By intelligently applying optimal amounts of moisture for plant health and appearance, smart controllers save water, time and money. They use scheduling software to optimize irrigation with site-specific watering based on soil type, slope, sun, shade, etc. The software downloads daily weather data from weather satellites, providing accuracy without cost and maintenance issues. These controllers have been proven to reduce water usage and runoff in residential- use studies.
I recently attended a symposium on water use and conservation, hosted by The Toro Company in Riverside, California, and I have to be honest in saying that I was shocked with some of what I heard. I've always known that water was an issue, and that every day our fresh water supply is drying up. Not until this seminar did I realize how dire the situation truly is.
To put things in perspective, I was having a conversation with a high-ranking official with the EPA; he asked me not to quote him on this, but gave me permission to print what he told me: "It's a strange time we live in. With oil and gas and war and economics and global warming and deforestation -- it's all scary stuff. But I'll tell you, oil doesn't scare me, or the impending gas shortages. I'm not bothered by modern economics. Global warming and melting icecaps are a major threat to all of mankind. These are all scary things. But I'll tell you the truth, what really scares me is the fact that, in our lifetime, we may see our supply of fresh water dry up."
Water is a scarce commodity and will continue to become scarcer in the United States. With a little care and prior planning, water can be conserved when used for home plantings.
The EPA has developed the WaterSense label program, much like the Energy Saver program, to get property owners to recognize products that qualify as water-saving devices. Manufacturers make every effort to get their products to qualify for the WaterSense label. Even greater pressure is coming from the State of California -- by 2012, all irrigation controllers sold and installed in the state must have smart water technology.
Water runoff is wasted water and is of concern to these governing bodies. Water that is not absorbed runs down the driveway or sidewalk, into the gutters and literally down the drain. It carries with it certain herbicides, pesticides and fertilizers that go into your water supply and contaminate it. "Water conservation and avoiding contamination go hand in hand," said Alexanian. "If you're using less water, there will be less water runoff, resulting in less contamination."
Quite a few cities and municipalities have issued water restrictions. If you tell a homeowner that he can only water every third day, on that third day he's gonna dump a bunch of water on his lawn to make up for the days he missed. That's going to be more water than the soil can absorb, which leads to dangerous runoff.
"Runoff is dangerous because it also leaches chemicals and fertilizers from the soil," said Burkart. "t causes erosion, damage to hardscapes like sidewalks, patios and streets. It also contributes to pollution. Basically, it picks up anything in its path and carries it into streams, water channels, the ocean or wherever else."
The water districts in California now have rebate programs for smart controllers; some offer 100% rebate while others are offering 50% back. Every district has its own mandates and rebate programs. I don't think it will be long before other states follow.

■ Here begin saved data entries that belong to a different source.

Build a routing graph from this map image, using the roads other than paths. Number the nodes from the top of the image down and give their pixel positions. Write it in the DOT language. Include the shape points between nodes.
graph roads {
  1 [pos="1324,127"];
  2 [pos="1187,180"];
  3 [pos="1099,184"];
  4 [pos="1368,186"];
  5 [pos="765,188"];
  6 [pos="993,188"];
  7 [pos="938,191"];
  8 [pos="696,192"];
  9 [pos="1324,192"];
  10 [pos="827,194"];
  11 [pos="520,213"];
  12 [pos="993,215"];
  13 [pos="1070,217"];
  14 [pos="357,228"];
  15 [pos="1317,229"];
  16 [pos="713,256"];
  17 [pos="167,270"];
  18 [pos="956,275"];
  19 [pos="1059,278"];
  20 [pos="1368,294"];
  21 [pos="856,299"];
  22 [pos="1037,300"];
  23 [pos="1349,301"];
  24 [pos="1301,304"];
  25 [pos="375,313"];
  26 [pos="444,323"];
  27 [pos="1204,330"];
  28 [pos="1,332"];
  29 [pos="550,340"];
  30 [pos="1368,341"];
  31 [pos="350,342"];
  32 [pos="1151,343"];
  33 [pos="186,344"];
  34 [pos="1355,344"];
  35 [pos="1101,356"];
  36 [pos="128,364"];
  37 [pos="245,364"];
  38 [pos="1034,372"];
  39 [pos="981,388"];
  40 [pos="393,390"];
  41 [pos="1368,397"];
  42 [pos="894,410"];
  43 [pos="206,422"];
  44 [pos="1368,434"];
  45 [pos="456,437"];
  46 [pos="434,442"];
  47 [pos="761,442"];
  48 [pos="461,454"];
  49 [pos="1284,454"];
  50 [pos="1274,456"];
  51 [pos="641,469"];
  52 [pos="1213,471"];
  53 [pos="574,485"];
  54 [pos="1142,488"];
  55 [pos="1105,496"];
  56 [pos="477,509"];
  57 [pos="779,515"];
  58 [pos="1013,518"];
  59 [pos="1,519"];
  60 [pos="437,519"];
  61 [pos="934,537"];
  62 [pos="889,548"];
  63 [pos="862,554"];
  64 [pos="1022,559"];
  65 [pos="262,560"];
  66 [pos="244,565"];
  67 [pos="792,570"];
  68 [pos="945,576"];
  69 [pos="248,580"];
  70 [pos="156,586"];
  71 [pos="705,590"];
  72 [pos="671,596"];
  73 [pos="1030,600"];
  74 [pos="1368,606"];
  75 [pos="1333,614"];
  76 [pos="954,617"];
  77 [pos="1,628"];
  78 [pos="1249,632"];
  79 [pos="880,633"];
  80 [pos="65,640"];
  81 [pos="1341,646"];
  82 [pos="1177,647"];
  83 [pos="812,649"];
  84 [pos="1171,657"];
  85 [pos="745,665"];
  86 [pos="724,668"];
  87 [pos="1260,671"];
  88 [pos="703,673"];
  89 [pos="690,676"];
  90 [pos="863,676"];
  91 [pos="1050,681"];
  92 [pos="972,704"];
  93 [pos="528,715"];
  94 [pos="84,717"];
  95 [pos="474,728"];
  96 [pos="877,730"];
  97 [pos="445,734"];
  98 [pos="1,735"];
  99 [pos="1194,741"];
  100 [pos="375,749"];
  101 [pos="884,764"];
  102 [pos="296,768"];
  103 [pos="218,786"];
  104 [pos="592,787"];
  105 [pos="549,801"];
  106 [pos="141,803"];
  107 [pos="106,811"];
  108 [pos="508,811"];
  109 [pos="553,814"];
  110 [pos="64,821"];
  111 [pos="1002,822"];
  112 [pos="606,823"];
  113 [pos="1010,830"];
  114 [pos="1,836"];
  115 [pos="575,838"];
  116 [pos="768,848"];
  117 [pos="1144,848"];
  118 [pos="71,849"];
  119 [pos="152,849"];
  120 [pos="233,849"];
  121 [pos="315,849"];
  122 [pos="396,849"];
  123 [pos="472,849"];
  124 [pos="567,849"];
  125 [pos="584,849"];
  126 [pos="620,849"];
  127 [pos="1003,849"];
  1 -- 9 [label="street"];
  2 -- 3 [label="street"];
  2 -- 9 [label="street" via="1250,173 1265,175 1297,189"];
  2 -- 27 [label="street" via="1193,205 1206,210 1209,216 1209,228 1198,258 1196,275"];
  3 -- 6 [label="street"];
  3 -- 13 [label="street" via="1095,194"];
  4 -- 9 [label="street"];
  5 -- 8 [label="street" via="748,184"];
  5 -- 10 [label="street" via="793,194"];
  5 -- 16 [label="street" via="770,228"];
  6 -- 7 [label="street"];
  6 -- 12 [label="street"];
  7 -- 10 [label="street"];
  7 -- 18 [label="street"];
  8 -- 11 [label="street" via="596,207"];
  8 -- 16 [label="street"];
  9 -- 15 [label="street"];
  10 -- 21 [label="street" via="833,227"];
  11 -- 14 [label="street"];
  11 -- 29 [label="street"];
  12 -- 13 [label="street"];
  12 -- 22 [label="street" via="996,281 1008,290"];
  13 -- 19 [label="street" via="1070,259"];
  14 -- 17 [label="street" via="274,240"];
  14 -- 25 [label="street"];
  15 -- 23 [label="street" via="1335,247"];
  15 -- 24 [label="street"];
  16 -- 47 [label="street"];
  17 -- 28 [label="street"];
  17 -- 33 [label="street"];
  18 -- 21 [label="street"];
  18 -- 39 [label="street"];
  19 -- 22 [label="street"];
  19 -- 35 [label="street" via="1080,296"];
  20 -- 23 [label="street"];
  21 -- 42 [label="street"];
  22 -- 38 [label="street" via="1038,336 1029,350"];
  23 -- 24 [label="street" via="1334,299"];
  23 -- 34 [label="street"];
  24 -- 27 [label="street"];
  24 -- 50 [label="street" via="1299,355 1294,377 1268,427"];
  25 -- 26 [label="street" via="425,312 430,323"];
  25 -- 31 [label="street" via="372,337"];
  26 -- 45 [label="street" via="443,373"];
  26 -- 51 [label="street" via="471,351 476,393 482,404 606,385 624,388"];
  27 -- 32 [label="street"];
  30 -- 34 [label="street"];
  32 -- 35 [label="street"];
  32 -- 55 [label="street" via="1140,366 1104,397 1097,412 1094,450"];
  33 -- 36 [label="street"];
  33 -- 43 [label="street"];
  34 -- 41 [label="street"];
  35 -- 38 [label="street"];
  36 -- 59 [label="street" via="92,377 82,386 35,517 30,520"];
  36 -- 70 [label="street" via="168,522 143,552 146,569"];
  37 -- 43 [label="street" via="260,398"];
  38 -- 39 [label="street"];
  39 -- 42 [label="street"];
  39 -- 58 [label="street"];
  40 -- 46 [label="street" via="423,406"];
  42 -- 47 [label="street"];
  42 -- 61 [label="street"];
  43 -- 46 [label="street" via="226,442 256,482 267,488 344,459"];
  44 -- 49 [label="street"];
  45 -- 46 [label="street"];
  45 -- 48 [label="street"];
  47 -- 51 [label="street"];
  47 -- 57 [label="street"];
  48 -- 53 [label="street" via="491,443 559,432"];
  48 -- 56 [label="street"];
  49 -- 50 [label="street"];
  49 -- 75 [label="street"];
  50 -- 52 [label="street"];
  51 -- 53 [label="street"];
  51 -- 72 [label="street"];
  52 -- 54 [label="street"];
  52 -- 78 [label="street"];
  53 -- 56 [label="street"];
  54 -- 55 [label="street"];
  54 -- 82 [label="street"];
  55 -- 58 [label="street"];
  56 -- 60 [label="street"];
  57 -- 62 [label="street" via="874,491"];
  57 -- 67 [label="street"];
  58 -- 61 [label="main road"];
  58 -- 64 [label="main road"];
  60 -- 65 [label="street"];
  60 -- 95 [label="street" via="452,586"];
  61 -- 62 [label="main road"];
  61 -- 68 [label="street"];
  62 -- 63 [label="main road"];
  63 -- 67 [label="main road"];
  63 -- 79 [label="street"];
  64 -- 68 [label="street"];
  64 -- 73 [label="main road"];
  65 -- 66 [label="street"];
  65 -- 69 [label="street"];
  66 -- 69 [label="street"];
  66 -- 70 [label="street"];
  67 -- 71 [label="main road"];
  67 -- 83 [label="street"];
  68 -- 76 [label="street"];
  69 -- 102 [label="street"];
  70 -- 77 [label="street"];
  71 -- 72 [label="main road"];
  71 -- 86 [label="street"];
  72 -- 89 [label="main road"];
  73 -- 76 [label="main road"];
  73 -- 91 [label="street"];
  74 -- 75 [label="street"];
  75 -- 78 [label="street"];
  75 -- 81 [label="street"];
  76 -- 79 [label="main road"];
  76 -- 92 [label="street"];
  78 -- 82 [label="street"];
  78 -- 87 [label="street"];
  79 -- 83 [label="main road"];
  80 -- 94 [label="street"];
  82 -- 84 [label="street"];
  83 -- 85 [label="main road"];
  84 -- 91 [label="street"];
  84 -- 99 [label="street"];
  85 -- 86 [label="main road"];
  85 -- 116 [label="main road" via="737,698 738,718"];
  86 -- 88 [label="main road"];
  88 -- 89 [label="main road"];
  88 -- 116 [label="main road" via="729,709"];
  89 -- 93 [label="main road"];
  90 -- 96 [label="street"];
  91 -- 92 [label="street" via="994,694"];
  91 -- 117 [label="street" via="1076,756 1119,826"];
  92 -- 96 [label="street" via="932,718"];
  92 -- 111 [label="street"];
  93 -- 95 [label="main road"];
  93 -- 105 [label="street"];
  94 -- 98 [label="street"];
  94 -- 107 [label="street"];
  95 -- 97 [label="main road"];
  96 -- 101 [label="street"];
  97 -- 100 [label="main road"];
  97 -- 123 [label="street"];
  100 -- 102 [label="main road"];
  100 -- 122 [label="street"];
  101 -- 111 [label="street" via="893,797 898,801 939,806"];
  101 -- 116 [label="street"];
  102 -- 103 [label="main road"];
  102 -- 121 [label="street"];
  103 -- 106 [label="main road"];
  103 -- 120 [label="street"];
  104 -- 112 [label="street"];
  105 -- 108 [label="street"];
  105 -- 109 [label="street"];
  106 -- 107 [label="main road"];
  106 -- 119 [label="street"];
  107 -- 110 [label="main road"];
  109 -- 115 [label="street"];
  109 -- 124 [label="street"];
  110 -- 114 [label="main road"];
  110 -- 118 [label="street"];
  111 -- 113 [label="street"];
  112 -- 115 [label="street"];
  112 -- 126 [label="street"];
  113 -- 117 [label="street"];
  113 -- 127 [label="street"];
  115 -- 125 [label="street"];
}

The future for controllers will be interesting, based on changing weather and strained water supplies. They will be less expensive, smarter and easier to use. "They need to be simple to use," explains Alexanian. "If you don't understand it or you can't program it correctly, then it's not going to do what it was designed to do. What good is that? It needs to be as simple as possible and as conventional as possible."
The controller technology that has historically been used on large scale systems is becoming available for the residential market. As demand increases, costs will come down. The focus over the next few years will be on easy-to-use smart controllers that are affordable for the homeowner.